*YOUR INSTRUCTIONS*: Restate the records that follow word for word; no pictures should appear.

[Stored data]
================

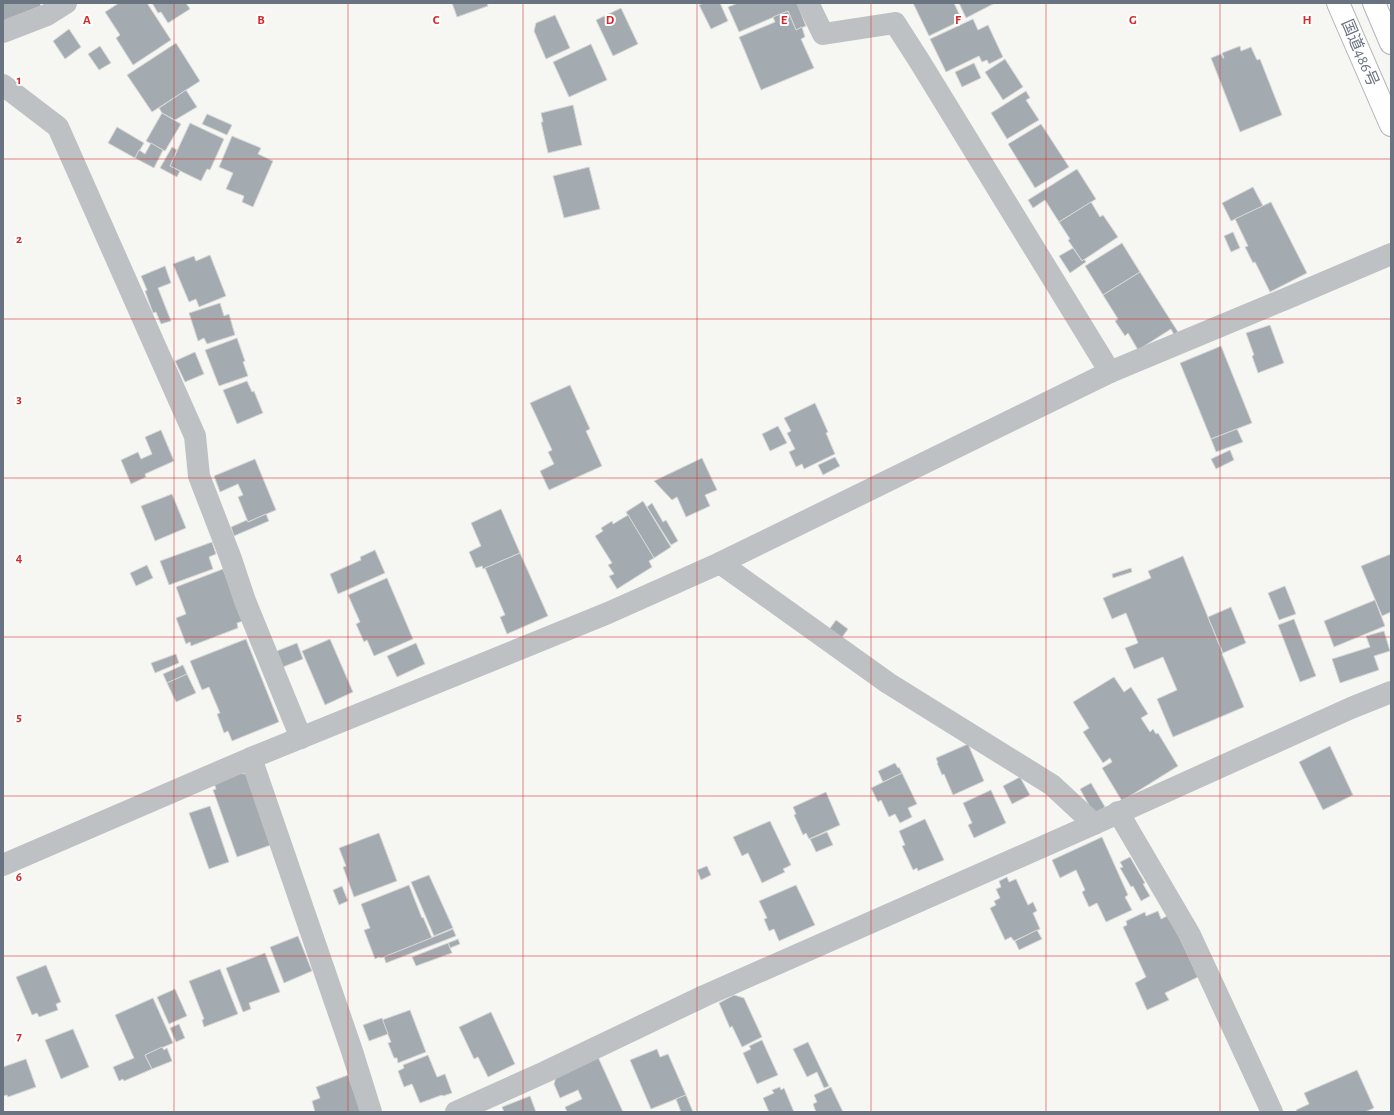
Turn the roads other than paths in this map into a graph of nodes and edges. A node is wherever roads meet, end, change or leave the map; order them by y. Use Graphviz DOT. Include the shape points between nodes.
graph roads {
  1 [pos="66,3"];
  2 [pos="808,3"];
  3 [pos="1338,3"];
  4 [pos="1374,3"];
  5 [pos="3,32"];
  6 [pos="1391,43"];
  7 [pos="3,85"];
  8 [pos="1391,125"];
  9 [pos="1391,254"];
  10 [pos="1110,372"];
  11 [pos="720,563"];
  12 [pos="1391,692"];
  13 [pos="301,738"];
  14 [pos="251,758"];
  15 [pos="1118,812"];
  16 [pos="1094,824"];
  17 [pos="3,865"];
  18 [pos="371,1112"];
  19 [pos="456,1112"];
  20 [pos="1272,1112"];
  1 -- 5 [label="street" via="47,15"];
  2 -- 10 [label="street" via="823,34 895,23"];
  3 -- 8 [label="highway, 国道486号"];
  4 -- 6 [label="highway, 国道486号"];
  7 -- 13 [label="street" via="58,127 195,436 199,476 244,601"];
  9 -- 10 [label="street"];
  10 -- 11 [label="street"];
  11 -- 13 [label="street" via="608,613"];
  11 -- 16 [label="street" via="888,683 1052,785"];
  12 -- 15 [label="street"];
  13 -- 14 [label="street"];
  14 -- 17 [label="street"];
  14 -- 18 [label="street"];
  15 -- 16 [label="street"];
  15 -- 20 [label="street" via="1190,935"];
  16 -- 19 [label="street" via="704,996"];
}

================

*TASK OUTPUT*:
Turn the roads other than paths in this map into a graph of nodes and edges. A node is wherever roads meet, end, change or leave the map; order them by y. Use Graphviz DOT. Include the shape points between nodes.
graph roads {
  1 [pos="66,3"];
  2 [pos="808,3"];
  3 [pos="1338,3"];
  4 [pos="1374,3"];
  5 [pos="3,32"];
  6 [pos="1391,43"];
  7 [pos="3,85"];
  8 [pos="1391,125"];
  9 [pos="1391,254"];
  10 [pos="1110,372"];
  11 [pos="720,563"];
  12 [pos="1391,692"];
  13 [pos="301,738"];
  14 [pos="251,758"];
  15 [pos="1118,812"];
  16 [pos="1094,824"];
  17 [pos="3,865"];
  18 [pos="371,1112"];
  19 [pos="456,1112"];
  20 [pos="1272,1112"];
  1 -- 5 [label="street" via="47,15"];
  2 -- 10 [label="street" via="823,34 895,23"];
  3 -- 8 [label="highway, 国道486号"];
  4 -- 6 [label="highway, 国道486号"];
  7 -- 13 [label="street" via="58,127 195,436 199,476 244,601"];
  9 -- 10 [label="street"];
  10 -- 11 [label="street"];
  11 -- 13 [label="street" via="608,613"];
  11 -- 16 [label="street" via="888,683 1052,785"];
  12 -- 15 [label="street"];
  13 -- 14 [label="street"];
  14 -- 17 [label="street"];
  14 -- 18 [label="street"];
  15 -- 16 [label="street"];
  15 -- 20 [label="street" via="1190,935"];
  16 -- 19 [label="street" via="704,996"];
}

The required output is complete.